Thousand volumes ranged around,
Therein what million thoughts abound!

Ancient armour graceth well
Yon wall, the west extremity
Of this weird space ; time fails to tell
What spoils of grey Antiquity,
Marble spoils of Grecian art,
And Roman frown in every part
Where vantage shows : Oh ! musing mind !
Muse on ! Th' historic Past defined
In beathing Sculpture's deathless bards,
Warriors and Statesmen, well awards
To thy mute spirit joyful meed
Of awful contemplation ! freed
From Time's tyrannic Present's thrall,
His Past doth wrap thee, all in all!

Saturday, 3 January 2009

Ariadne



Clearly recognisable between the Library table and fireplace is a marble copy of the Vatican Ariadne. This is a key piece to understanding the purpose of the library. This room, the most intimate and comfortable in the house, was an inner sanctum. Francis Cook, for all his wealth, was a private and reserved character; he created this room for his own pleasure and self-reliance. Surrounded by four thousand books, this temple of Classical culture gave him personal reassurance as the Man of Arts that he wished to be. The decoration of this room dates from the period before he met J. C. Robinson when Cook transformed himself into a serious art collector. It contains souvenirs of the Grand Tour that he made in his youth (1839-40) when he visited Greece, Turkey, Egypt, Italy, Spain and finally Portugal where he met and married his first wife Emily Lucas. This was the private face of Francis Cook, not for show, a sitting room in a country house, a thousand miles from London.
Ariadne
She was one of the most celebrated pieces of all antiquity: unearthed on the Esquiline Hill in 1512 and placed in the Belvedere Garden of the Vatican. At that time she was thought to represent the dying Cleopatra. The sculpture was a "must see" of all grand tourists and many souvenir pieces were commissioned as souvenirs. More importantly the sculpture has inspired artists with her classic pose, both voluptuous and serene. For example both Titian and Matisse.



Grand Tour
This painting by Batoni, shows the typical Grand Tourist, showing off his newly acquired cultural polish.
Pompeo Girolamo Batoni
Portrait of Count Kirill Grigorjewitsch Razumovsky (1728-1803), full-length, in a scarlet suit, wearing the star, sash and badge of the Order of Saint Andrew and on his breast the Polish Order of the White Eagle, standing within a Sculpture Gallery with the Vatican Ariadne, Apollo Belvedere, Laocoön and the Belvedere Antinous.
Notice that in addition to Ariadne, the Laocoon group is also on show. Both these are to be found at Monserrate.
By 1929 Ariadne had been replaced by a cosy sofa!

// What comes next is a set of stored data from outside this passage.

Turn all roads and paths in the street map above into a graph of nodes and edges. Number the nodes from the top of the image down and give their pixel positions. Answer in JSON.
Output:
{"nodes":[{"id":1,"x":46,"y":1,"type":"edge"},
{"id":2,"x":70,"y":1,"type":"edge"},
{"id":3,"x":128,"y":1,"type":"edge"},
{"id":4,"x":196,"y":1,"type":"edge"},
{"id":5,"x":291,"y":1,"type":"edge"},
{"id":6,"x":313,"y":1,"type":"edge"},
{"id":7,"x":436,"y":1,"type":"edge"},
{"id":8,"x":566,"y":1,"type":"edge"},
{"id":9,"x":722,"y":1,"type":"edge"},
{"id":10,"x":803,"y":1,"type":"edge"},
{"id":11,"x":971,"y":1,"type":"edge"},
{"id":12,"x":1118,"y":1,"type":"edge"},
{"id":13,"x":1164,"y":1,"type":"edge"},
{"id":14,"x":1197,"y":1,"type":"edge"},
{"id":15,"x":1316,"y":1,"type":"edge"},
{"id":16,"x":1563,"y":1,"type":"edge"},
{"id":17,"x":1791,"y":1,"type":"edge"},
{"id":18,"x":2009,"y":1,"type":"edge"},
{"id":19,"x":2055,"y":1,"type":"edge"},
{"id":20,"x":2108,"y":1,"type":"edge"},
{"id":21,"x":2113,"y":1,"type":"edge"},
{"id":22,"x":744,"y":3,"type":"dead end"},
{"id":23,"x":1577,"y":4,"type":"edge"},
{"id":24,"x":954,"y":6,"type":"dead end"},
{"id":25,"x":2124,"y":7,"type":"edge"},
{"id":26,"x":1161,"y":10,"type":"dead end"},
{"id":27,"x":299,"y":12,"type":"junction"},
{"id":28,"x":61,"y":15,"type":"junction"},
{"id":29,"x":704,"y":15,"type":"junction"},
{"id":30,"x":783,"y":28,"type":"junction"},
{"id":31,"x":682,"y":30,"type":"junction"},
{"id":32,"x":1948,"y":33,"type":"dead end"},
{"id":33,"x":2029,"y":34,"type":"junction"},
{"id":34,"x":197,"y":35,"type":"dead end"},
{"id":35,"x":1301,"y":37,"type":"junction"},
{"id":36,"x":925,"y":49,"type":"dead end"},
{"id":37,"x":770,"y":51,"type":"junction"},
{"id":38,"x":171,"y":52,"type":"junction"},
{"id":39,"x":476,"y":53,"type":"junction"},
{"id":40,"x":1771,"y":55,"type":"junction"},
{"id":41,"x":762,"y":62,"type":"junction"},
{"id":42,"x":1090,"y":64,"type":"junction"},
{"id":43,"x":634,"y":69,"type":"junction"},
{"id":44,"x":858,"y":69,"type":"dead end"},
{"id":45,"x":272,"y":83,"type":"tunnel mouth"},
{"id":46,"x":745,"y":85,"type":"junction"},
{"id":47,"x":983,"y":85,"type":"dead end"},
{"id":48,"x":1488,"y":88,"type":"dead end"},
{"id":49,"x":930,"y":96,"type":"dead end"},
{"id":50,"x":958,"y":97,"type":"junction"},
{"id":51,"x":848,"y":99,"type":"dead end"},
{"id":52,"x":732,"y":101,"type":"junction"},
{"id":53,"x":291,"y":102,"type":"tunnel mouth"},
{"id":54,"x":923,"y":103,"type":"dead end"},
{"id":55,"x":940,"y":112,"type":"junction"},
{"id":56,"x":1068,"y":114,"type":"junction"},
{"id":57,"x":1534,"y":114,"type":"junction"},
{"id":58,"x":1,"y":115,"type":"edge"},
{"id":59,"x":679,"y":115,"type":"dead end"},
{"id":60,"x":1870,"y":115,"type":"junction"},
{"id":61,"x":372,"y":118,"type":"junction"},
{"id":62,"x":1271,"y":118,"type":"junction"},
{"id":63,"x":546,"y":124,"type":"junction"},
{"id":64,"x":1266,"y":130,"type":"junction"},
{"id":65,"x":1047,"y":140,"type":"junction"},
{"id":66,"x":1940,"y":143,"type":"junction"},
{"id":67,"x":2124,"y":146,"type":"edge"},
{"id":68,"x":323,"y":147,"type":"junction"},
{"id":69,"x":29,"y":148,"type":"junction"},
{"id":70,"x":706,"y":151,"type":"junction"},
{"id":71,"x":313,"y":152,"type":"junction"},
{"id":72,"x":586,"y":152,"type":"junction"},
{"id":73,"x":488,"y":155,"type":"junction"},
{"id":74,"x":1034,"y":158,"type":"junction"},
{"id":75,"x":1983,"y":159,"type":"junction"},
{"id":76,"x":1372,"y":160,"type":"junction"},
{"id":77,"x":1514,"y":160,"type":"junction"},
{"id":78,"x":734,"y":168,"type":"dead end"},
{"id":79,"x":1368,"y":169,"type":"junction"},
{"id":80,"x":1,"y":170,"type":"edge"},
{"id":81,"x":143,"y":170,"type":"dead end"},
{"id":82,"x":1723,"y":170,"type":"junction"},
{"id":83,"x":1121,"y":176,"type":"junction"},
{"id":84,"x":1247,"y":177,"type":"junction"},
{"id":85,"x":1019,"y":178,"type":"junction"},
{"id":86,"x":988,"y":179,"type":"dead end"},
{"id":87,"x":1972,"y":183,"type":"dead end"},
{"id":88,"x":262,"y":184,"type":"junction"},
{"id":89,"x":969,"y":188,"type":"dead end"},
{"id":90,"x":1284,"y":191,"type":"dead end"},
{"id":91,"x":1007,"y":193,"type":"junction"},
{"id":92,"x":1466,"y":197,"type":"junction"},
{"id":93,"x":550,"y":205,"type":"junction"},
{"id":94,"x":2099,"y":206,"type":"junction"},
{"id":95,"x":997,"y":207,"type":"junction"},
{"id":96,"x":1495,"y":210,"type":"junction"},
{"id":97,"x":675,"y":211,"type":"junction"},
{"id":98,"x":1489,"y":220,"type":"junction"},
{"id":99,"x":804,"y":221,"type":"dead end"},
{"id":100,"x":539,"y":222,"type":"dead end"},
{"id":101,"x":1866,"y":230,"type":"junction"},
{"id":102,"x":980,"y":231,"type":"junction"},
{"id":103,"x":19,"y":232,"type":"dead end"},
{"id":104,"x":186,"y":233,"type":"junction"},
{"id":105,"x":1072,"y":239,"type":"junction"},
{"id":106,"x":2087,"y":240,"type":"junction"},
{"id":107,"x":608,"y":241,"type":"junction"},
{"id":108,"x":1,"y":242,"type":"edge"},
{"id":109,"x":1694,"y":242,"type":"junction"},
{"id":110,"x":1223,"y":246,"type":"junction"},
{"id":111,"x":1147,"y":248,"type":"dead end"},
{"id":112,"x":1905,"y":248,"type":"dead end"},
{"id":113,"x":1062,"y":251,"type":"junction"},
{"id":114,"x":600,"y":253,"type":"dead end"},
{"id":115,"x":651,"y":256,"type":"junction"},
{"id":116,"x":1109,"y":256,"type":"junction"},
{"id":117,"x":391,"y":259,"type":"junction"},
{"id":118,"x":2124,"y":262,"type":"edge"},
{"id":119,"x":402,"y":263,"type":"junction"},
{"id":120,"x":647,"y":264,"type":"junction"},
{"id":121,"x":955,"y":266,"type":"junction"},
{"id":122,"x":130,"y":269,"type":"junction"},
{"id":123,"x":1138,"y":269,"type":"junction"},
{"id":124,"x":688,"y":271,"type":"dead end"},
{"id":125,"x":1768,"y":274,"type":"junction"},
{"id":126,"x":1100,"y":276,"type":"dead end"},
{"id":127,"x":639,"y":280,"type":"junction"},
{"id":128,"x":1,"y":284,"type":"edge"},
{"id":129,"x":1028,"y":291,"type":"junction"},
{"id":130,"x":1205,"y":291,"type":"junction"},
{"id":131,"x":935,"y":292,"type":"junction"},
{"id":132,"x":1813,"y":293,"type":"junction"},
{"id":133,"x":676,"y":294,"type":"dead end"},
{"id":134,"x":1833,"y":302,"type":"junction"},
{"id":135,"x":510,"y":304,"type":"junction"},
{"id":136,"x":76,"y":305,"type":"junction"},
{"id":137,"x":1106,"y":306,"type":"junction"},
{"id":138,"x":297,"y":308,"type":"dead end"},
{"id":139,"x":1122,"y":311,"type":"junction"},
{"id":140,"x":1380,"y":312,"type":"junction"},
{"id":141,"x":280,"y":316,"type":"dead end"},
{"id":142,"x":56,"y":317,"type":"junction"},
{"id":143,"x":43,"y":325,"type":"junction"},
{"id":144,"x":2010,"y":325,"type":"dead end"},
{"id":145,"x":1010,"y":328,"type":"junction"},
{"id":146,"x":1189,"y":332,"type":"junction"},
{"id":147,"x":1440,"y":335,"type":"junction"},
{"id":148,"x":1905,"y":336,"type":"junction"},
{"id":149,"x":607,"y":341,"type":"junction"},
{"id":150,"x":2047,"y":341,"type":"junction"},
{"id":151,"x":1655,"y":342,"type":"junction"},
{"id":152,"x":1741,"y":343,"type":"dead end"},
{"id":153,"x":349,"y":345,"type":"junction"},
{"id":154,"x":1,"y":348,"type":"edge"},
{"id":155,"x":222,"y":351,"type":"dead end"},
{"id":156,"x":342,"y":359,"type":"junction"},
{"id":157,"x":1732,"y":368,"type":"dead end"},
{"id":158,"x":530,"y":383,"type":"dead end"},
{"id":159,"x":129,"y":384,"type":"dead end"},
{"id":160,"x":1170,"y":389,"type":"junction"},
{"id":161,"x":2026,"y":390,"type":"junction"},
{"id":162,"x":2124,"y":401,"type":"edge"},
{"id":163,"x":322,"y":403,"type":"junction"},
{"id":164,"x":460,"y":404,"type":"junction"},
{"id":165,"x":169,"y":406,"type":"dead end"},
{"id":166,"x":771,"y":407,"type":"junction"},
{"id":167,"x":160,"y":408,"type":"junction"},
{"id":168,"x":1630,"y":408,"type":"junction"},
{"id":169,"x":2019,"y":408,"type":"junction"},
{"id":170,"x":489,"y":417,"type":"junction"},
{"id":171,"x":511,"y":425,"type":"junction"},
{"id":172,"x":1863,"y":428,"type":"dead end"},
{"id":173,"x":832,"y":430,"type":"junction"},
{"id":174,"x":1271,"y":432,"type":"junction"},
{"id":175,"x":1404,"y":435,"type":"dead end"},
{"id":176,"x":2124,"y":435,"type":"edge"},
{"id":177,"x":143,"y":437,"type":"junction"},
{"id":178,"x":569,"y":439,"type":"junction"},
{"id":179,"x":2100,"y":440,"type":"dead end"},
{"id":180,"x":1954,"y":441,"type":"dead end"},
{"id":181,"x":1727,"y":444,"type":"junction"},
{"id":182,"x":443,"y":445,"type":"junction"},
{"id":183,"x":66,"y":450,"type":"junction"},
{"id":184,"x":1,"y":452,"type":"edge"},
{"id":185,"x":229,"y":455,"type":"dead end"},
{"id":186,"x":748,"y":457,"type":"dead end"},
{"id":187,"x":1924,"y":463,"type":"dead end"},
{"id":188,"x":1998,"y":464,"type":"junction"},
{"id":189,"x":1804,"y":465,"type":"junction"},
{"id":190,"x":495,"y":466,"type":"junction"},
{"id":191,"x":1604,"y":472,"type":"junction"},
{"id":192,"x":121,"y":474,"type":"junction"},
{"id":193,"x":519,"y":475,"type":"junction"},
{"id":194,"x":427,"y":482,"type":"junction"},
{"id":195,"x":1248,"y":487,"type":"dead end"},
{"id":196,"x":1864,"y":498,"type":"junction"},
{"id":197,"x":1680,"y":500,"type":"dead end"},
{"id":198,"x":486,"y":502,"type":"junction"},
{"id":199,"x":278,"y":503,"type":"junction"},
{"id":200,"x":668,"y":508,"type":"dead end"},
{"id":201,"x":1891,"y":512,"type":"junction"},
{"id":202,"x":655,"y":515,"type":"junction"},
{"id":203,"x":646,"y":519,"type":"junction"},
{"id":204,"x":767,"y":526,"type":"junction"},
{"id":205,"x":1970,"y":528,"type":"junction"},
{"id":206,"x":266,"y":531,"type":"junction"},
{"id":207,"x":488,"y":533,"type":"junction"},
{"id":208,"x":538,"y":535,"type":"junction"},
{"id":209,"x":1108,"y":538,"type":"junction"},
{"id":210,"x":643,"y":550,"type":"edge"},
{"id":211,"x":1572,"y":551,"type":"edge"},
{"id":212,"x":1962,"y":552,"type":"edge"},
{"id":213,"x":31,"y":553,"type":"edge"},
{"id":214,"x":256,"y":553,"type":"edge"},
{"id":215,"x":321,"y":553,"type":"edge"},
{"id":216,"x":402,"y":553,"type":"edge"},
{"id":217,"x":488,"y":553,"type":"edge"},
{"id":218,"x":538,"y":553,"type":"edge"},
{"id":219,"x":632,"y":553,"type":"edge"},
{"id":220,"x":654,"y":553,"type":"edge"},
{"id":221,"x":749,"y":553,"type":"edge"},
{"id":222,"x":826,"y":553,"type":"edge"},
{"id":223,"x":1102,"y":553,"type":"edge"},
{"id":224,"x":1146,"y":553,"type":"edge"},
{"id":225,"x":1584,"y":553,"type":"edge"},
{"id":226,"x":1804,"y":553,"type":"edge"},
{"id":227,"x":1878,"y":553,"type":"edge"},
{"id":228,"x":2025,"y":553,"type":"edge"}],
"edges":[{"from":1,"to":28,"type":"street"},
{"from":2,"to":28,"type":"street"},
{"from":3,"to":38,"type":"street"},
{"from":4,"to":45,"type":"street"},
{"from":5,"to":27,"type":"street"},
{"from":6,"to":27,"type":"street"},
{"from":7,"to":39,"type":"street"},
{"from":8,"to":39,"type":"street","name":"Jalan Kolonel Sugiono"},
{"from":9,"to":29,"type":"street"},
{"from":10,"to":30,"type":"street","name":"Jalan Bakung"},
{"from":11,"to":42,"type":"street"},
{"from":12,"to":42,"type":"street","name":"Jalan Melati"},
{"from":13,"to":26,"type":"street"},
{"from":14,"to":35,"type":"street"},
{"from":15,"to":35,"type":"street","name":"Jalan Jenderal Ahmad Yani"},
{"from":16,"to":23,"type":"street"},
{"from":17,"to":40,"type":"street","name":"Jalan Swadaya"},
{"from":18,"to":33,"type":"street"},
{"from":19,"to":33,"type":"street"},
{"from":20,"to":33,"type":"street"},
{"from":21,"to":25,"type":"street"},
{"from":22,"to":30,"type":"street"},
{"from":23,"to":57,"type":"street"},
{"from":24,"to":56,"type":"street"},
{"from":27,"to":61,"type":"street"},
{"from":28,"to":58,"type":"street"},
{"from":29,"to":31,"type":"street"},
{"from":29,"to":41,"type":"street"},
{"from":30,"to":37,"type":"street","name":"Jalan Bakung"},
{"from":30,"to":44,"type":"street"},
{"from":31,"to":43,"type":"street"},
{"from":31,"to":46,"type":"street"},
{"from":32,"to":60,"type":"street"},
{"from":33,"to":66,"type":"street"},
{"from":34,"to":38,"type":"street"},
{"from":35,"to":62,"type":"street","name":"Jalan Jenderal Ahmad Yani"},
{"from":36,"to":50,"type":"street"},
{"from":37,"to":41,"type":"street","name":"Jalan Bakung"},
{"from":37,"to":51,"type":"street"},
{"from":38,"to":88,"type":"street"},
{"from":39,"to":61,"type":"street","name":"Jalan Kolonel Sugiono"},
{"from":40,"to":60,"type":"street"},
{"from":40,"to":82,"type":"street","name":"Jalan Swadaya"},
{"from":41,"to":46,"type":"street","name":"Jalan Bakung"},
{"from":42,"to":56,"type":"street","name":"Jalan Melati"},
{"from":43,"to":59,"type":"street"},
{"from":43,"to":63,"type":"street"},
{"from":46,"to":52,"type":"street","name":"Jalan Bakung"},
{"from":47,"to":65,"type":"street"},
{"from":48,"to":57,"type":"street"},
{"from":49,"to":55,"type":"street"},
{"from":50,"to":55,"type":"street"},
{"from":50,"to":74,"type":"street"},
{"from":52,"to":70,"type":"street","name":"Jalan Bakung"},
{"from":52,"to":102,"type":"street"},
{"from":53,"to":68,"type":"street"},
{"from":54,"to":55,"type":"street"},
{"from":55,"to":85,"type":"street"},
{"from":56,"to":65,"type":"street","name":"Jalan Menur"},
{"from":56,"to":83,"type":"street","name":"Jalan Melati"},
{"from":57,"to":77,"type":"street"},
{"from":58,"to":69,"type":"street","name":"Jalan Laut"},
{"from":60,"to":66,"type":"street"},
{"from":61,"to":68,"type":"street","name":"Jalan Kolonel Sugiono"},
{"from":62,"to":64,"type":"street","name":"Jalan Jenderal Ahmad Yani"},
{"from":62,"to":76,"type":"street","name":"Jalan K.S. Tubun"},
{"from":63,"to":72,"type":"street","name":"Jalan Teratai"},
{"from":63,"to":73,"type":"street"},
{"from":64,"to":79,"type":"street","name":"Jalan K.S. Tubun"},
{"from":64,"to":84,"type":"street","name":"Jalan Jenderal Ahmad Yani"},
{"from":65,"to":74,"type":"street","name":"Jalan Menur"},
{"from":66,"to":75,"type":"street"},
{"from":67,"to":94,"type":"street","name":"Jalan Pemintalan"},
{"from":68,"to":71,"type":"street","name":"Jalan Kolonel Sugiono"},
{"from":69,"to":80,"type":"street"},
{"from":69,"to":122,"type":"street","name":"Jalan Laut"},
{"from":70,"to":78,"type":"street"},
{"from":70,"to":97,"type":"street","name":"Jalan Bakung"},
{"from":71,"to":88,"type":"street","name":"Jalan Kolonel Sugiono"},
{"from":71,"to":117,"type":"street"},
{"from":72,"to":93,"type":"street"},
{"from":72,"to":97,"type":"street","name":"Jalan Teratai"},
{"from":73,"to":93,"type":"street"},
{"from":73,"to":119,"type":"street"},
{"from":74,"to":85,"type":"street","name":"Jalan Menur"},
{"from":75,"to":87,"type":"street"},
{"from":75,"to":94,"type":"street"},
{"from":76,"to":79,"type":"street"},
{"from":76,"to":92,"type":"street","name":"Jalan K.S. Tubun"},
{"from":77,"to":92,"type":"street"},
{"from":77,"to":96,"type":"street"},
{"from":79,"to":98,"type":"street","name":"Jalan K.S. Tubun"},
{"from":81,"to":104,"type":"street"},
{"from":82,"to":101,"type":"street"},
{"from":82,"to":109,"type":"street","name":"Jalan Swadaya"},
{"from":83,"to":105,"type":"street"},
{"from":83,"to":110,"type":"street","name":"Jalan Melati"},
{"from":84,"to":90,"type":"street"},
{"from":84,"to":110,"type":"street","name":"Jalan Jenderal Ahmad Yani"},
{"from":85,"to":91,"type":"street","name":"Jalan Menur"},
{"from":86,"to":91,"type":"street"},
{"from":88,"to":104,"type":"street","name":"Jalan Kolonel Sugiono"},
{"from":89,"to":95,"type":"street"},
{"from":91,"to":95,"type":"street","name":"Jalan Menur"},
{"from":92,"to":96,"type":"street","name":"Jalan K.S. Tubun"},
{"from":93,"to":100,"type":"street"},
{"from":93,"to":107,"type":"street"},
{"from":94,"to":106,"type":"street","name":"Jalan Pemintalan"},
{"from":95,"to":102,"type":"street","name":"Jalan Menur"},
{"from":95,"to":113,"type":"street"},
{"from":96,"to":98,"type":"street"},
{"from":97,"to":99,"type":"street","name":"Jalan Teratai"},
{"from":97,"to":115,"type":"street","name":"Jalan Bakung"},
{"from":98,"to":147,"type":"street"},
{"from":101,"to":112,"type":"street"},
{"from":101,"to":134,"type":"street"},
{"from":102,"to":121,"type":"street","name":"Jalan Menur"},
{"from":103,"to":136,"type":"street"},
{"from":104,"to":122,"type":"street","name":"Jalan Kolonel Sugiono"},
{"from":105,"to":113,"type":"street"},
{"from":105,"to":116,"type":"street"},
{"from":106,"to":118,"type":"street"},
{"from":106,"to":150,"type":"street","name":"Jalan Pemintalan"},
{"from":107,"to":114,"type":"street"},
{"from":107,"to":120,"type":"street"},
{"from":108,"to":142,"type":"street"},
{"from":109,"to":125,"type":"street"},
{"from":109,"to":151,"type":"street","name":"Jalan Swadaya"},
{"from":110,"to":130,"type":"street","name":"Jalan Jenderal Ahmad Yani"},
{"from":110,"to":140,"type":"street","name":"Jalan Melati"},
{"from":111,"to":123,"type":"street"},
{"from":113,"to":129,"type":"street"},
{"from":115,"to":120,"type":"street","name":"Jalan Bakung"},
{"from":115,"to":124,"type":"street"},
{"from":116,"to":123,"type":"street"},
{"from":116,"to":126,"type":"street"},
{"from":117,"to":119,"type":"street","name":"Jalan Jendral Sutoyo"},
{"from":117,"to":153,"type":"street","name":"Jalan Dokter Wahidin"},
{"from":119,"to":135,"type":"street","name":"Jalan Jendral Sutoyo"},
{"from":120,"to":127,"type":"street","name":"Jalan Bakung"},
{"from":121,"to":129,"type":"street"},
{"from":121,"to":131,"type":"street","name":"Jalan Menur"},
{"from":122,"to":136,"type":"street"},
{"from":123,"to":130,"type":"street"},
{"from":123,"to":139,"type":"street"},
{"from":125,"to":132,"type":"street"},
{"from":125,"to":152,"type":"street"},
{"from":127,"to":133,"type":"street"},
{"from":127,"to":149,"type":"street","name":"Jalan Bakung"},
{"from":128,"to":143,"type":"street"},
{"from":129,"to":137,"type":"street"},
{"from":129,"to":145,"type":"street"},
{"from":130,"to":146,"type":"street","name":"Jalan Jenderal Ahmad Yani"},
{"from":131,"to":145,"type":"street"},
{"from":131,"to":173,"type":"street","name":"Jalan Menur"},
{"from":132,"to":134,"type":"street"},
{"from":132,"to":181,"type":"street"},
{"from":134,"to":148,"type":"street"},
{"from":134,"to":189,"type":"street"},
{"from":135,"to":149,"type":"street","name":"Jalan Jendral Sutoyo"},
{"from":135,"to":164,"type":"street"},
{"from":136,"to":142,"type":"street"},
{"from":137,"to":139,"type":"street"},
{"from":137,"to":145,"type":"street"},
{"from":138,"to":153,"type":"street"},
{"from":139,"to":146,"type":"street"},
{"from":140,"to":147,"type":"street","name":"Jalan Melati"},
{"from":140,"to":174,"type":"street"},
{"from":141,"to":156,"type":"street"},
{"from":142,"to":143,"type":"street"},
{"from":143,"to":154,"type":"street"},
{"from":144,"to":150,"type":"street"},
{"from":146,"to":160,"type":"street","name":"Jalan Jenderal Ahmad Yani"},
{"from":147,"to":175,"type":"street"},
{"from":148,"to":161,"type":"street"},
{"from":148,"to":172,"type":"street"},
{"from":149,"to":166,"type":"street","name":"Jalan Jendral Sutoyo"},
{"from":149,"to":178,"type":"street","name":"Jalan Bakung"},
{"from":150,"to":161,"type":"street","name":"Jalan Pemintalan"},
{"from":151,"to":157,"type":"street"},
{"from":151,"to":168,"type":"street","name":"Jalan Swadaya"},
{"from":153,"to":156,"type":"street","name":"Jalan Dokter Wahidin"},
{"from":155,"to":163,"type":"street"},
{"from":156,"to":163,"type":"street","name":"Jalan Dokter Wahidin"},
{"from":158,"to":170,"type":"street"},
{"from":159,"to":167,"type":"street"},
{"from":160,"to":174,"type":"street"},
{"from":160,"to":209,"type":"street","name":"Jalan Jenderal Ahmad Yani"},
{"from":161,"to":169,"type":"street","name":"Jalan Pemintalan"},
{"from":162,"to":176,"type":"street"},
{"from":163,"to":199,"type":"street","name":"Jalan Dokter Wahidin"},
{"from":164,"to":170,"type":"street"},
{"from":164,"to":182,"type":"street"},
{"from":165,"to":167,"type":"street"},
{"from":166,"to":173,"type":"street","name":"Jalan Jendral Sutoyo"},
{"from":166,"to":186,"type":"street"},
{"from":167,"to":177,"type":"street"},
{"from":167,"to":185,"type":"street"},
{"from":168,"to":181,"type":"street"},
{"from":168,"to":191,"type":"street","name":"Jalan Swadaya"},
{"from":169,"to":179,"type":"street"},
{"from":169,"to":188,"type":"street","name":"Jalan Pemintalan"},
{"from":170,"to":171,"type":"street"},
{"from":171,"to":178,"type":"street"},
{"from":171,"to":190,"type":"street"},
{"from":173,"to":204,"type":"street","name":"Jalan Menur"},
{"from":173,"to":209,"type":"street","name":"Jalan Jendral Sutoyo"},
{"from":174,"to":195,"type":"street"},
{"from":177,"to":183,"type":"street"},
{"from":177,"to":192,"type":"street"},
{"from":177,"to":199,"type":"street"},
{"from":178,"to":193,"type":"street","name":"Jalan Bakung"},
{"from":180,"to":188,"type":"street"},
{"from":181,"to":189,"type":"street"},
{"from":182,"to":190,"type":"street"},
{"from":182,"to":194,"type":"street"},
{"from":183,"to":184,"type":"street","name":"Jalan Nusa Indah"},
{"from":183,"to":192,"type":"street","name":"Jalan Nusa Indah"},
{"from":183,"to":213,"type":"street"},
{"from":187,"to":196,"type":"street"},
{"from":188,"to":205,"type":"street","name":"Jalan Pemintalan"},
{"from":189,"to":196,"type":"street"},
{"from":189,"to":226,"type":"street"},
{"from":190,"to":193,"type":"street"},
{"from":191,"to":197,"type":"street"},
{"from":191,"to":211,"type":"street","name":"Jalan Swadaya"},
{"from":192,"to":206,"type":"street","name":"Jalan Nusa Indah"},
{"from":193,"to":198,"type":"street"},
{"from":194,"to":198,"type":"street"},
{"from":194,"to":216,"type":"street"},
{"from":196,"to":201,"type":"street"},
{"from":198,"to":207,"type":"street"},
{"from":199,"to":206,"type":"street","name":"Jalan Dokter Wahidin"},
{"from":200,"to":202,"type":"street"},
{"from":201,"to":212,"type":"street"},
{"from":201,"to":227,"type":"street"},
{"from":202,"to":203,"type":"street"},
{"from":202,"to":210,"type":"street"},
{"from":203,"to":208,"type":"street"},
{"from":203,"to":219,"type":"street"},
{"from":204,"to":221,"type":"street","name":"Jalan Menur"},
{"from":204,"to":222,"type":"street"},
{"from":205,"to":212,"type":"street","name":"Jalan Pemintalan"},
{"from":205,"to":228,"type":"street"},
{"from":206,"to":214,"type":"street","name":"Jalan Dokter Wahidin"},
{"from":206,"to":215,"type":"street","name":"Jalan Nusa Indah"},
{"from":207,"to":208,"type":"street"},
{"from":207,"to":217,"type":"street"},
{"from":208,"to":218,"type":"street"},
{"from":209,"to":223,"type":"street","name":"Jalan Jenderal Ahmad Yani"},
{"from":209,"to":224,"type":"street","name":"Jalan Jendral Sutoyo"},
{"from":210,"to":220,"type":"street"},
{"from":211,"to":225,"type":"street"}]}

Library at Monserrate, 1891



On the left, as the hall is entered, is the library, a room thirty feet long by twenty wide and nineteen feet high, finished in walnut, with a door in high repoussé work, representing Diana in the chase, taken from an Italian palace. The library contains four thousand volumes of standard works on biography, history, poetry, and theology, in Portuguese, French, and Spanish. In the room are a model of the statue of Marcus Aurelius, in Rome ; a model, also, of the Column of Vespasian, in yellow Antico marble ; Cinque Cento bronzes, and Indian arms captured by the Viceroy of India at the taking of Delhi ; antique busts of the Roman emperors ; and swords from Delhi, taken after the capture by Lord Canning. An immense library-table occupies the centre of the room ; and the windows open on the great sloping lawn at the side of the palace.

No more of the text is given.